Beloved, truest Darling, yr dear letter has come and I send you a good kiss and my tenderest thanks for it. Now I am still anxiously awaiting a telegram to hear of yr arrival at Peterhof. So poor many was hot and had to write in his shirt! How happy all must have been to have had you there for the Silver Wedding. Yes, is not O an odious town for dining, for large dinners, we have had to do it too sometimes. Your letter is so sweet and loving, it has really delighted me — you are really too dear and kind for words and I love you always more and more, if that is possible. Du mein ein und mein alles, mein Nicky.

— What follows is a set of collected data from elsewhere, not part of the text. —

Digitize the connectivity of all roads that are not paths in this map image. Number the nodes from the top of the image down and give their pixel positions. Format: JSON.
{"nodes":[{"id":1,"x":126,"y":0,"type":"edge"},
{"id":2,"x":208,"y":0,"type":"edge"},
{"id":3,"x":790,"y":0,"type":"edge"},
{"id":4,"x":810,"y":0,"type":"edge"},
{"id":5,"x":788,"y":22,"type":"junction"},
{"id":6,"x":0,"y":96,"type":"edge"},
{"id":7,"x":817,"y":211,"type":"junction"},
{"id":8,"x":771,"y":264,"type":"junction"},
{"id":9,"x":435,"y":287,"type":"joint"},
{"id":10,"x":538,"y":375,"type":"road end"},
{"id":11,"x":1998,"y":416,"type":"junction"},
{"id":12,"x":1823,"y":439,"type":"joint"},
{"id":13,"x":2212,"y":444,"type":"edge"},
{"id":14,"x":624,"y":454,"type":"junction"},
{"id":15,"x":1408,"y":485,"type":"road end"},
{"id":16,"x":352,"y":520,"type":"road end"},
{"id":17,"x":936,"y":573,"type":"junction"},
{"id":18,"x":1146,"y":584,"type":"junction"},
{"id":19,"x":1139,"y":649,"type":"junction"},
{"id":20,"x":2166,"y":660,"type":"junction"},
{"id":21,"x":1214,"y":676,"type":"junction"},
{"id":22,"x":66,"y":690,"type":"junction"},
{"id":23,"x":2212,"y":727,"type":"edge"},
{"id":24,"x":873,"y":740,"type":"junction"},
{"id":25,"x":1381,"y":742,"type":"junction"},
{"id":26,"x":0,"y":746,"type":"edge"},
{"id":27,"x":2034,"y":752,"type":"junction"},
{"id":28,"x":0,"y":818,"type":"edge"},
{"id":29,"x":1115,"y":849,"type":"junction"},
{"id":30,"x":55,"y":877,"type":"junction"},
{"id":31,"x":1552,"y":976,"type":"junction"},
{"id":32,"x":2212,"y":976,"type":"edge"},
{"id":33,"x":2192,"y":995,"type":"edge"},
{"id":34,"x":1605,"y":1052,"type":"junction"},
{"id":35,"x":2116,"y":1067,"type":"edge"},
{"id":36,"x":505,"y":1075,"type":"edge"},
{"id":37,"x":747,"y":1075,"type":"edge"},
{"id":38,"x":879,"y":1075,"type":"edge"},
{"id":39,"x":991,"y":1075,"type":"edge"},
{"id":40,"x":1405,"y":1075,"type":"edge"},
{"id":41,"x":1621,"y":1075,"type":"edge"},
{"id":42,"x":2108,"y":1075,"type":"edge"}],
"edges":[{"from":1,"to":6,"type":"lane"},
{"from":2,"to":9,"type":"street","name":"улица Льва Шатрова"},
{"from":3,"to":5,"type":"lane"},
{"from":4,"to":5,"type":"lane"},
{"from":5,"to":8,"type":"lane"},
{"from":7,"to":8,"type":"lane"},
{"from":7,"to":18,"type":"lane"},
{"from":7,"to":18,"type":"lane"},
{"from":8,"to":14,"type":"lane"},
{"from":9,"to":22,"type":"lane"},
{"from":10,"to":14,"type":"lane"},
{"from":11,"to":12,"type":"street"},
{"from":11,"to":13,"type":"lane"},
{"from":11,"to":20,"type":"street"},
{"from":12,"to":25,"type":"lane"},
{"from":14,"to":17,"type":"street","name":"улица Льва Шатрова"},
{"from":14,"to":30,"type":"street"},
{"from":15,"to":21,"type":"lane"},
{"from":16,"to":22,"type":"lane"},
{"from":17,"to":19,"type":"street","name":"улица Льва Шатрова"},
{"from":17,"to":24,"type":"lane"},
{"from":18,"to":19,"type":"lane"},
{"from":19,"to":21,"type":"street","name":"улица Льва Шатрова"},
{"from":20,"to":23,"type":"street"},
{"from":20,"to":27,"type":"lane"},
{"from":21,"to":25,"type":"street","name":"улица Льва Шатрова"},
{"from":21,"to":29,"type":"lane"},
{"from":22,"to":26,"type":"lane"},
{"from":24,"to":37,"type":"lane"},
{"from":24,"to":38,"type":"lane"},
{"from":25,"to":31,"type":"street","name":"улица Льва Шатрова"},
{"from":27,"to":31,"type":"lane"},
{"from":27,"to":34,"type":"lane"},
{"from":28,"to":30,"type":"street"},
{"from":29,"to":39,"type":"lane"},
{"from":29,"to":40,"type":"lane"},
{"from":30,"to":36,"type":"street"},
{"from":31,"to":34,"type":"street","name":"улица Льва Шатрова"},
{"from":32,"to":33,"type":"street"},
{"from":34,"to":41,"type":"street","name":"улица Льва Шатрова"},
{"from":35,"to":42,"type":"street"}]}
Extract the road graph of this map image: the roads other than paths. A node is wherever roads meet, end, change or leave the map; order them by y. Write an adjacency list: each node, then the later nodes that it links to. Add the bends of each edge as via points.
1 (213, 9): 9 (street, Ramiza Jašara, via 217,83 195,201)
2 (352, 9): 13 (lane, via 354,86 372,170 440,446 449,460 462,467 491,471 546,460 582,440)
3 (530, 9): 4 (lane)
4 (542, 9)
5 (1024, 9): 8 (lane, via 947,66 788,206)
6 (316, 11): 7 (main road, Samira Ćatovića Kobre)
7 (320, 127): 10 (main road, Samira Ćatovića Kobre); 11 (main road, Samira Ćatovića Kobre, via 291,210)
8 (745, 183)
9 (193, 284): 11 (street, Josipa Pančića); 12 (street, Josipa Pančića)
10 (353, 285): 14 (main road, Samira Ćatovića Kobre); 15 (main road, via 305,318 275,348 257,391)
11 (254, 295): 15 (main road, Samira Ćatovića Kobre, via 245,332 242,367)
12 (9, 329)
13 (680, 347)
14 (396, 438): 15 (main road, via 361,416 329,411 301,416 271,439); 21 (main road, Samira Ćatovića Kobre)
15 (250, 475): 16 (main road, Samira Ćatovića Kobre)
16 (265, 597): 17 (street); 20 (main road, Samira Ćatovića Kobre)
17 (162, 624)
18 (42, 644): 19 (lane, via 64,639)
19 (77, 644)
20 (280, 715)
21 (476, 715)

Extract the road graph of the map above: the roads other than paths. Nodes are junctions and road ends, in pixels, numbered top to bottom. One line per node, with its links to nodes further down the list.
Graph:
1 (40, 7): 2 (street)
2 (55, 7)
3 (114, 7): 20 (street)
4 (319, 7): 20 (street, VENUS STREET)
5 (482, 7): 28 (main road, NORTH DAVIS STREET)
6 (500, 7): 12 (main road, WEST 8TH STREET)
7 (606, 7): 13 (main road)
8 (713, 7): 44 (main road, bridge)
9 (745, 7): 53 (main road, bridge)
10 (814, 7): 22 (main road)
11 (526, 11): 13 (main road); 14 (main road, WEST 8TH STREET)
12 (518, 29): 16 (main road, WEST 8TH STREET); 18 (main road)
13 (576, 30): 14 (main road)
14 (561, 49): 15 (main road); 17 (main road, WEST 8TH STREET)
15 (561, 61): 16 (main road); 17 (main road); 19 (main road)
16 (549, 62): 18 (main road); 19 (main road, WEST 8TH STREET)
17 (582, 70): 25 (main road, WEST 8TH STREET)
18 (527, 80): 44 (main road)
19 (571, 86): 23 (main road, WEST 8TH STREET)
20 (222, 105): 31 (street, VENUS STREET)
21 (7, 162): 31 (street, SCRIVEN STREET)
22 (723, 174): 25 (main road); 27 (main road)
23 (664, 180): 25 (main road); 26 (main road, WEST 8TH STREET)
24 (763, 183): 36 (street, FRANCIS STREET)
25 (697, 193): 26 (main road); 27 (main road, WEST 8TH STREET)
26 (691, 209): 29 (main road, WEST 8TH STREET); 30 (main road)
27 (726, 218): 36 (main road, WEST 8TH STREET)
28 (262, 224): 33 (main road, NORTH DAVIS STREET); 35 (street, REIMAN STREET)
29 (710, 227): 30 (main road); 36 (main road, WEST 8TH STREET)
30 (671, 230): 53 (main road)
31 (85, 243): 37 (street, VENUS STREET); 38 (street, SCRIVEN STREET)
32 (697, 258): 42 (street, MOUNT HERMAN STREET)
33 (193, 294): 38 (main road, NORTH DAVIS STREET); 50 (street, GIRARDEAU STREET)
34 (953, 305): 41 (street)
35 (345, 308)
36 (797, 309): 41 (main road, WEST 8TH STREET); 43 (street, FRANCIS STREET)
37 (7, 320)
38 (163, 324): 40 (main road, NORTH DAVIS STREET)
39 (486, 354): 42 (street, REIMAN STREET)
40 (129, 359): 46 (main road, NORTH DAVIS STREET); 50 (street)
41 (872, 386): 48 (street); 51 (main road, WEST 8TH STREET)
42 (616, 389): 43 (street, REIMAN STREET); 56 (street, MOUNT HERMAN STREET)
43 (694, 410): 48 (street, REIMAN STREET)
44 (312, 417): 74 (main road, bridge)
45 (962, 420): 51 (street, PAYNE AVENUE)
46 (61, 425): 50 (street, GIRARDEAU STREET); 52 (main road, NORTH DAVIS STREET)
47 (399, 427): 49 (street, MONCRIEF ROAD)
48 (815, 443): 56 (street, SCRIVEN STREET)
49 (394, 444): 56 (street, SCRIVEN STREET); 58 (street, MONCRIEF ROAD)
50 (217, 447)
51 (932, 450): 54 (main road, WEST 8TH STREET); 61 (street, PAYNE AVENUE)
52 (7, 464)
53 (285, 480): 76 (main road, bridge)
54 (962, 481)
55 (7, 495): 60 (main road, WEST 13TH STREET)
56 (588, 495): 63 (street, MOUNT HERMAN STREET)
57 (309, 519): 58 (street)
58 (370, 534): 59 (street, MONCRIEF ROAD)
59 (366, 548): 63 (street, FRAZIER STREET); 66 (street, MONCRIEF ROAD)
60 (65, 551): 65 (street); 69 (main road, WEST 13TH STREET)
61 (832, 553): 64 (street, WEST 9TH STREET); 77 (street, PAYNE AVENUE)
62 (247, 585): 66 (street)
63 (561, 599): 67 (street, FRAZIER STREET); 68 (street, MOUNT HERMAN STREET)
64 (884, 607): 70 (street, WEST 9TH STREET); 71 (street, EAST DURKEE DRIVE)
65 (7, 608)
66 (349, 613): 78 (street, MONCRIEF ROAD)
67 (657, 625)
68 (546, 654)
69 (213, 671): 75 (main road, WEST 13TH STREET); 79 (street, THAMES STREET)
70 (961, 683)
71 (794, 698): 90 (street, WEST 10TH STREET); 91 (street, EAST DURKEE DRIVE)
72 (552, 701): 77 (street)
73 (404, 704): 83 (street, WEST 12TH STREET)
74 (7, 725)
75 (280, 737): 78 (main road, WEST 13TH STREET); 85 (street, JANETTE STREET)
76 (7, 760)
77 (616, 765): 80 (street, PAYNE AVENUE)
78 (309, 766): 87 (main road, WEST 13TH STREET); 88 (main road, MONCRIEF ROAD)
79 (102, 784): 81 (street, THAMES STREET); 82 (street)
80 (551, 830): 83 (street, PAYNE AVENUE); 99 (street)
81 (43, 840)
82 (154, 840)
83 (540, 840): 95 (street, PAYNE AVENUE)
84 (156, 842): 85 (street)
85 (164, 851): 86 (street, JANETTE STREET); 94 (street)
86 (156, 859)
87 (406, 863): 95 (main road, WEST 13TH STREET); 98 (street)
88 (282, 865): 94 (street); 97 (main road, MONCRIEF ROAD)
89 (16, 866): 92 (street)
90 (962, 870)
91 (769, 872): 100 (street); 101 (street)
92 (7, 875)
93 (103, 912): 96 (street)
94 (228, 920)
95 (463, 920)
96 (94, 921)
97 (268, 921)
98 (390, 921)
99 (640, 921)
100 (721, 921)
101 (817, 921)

I shall send you a letter from Flushing — so nice I can have yr cabin. Osborne says goodbye to you and come here soon again with yr little (wife.) To think that I may one day call myself so — I cannot believe it! It will be too great a happiness. What an endless letter this one is, will it not bore you? But when I once sit down and begin to chatter to you, I could go on for ever. I am dying for a kiss from sweetykins, at home you will have to make up for the lots you owe me now.
Dr Reid has just wayed me and I way 11£ more than when I came to England in May. Is that not grand? My health is perfect, if it were only not for these legs, they do ache still so terribly, it gets on one's nerves, the pain, I could almost cry sometimes.
Now Goodbye my own precious Nicky sweety, many tender kisses. God bless you beloved one. Ever yr own truly devoted and deeply affectionate loving bridy
Alix
Above: Nicholas and Alix. Photo courtesy of TatianaZ on Flickr.
Above: Mathilde Kschessinskaya, the ballerina Nicholas had been in love with and had previously had a brief relationship with.
Notes: душки = darling.
душеньки = darling.
"Dolly Teck is engaged to a Doughter of the Duke of Westminster" = Prince Adolphus of Teck (brother of the future Queen Mary) 1868-1927. Married Lady Margaret Grosvenor, daughter of the Duke of Westminster, on 12 December 1894.
"Du mein ein und mein alles, mein Nicky" = "You are my one and all, my Nicky".